- WORK INSTRUCTION:
Repeat the records exactly. Leave out the pictures.

Start of MATERIAL SUPPLIED

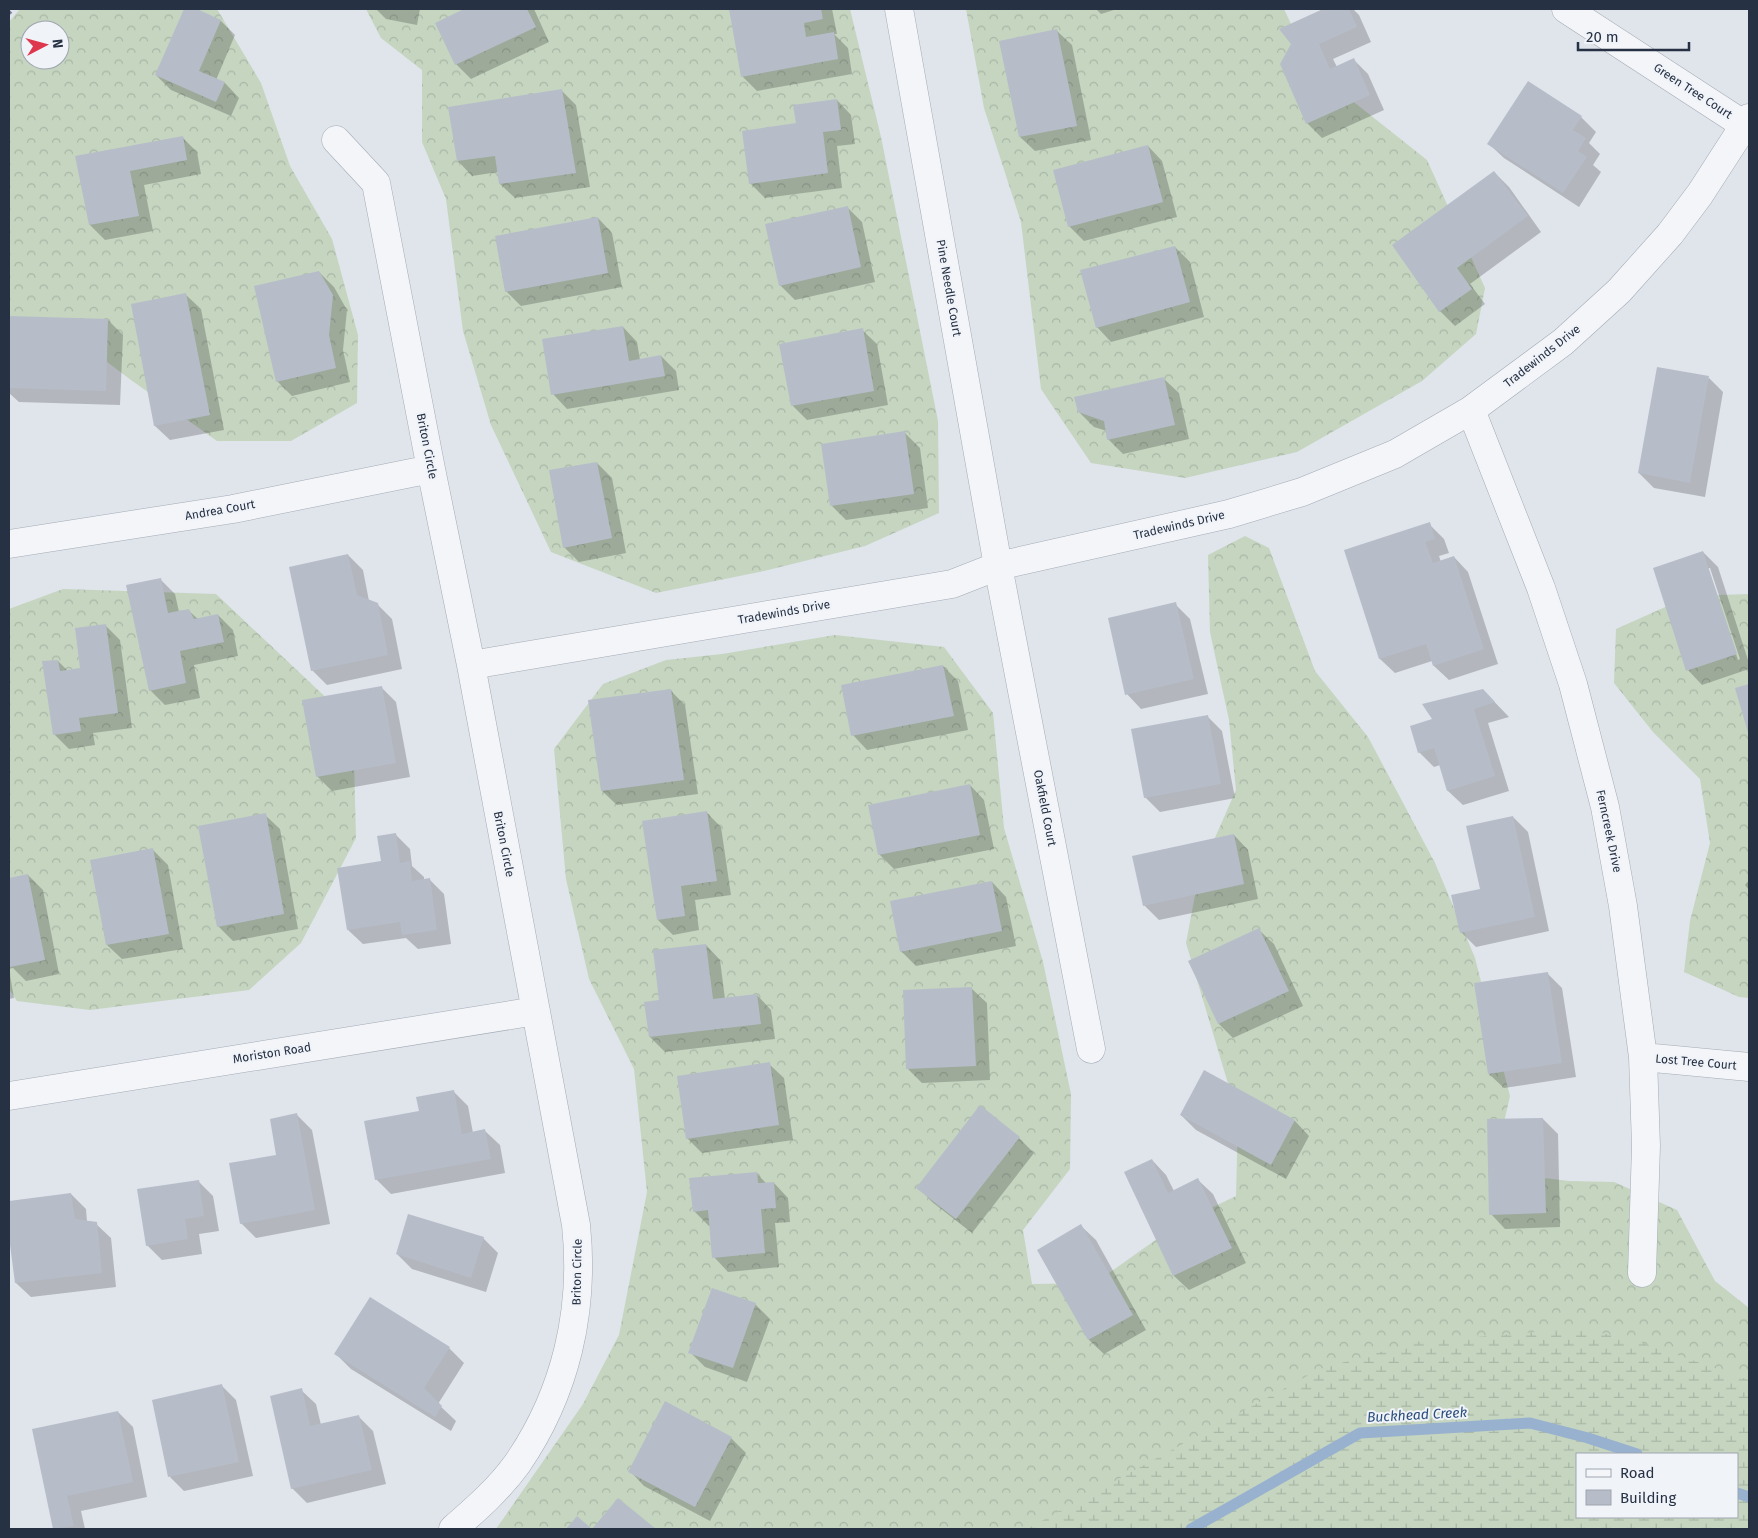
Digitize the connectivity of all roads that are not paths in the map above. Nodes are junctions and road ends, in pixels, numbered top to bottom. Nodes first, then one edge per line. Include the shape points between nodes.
1 (899, 9) edge
2 (1566, 9) edge
3 (1748, 123) edge
4 (336, 140) dead end
5 (1471, 410) junction
6 (431, 469) junction
7 (9, 544) edge
8 (998, 566) junction
9 (471, 665) junction
10 (536, 1011) junction
11 (1091, 1049) dead end
12 (1643, 1057) junction
13 (1749, 1067) edge
14 (9, 1096) edge
15 (1642, 1273) dead end
16 (453, 1529) edge

1 - 8 street, Pine Needle Court
2 - 3 street, Green Tree Court
3 - 5 street, Tradewinds Drive via 1680,221 1619,291 1563,342
4 - 6 street, Briton Circle via 376,183
5 - 8 street, Tradewinds Drive via 1394,454 1302,492 1229,514
5 - 12 street, Ferncreek Drive via 1541,588 1573,684 1607,816 1624,906
6 - 7 street, Andrea Court via 233,509
6 - 9 street, Briton Circle
8 - 9 street, Tradewinds Drive via 952,584
8 - 11 street, Oakfield Court
9 - 10 street, Briton Circle
10 - 14 street, Moriston Road
10 - 16 street, Briton Circle via 576,1225 579,1250 574,1326 562,1374 543,1421 516,1464 483,1503
12 - 13 street, Lost Tree Court
12 - 15 street, Ferncreek Drive via 1646,1146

End of MATERIAL SUPPLIED

- TASK ANSWER:
Digitize the connectivity of all roads that are not paths in the map above. Nodes are junctions and road ends, in pixels, numbered top to bottom. Nodes first, then one edge per line. Include the shape points between nodes.
1 (899, 9) edge
2 (1566, 9) edge
3 (1748, 123) edge
4 (336, 140) dead end
5 (1471, 410) junction
6 (431, 469) junction
7 (9, 544) edge
8 (998, 566) junction
9 (471, 665) junction
10 (536, 1011) junction
11 (1091, 1049) dead end
12 (1643, 1057) junction
13 (1749, 1067) edge
14 (9, 1096) edge
15 (1642, 1273) dead end
16 (453, 1529) edge

1 - 8 street, Pine Needle Court
2 - 3 street, Green Tree Court
3 - 5 street, Tradewinds Drive via 1680,221 1619,291 1563,342
4 - 6 street, Briton Circle via 376,183
5 - 8 street, Tradewinds Drive via 1394,454 1302,492 1229,514
5 - 12 street, Ferncreek Drive via 1541,588 1573,684 1607,816 1624,906
6 - 7 street, Andrea Court via 233,509
6 - 9 street, Briton Circle
8 - 9 street, Tradewinds Drive via 952,584
8 - 11 street, Oakfield Court
9 - 10 street, Briton Circle
10 - 14 street, Moriston Road
10 - 16 street, Briton Circle via 576,1225 579,1250 574,1326 562,1374 543,1421 516,1464 483,1503
12 - 13 street, Lost Tree Court
12 - 15 street, Ferncreek Drive via 1646,1146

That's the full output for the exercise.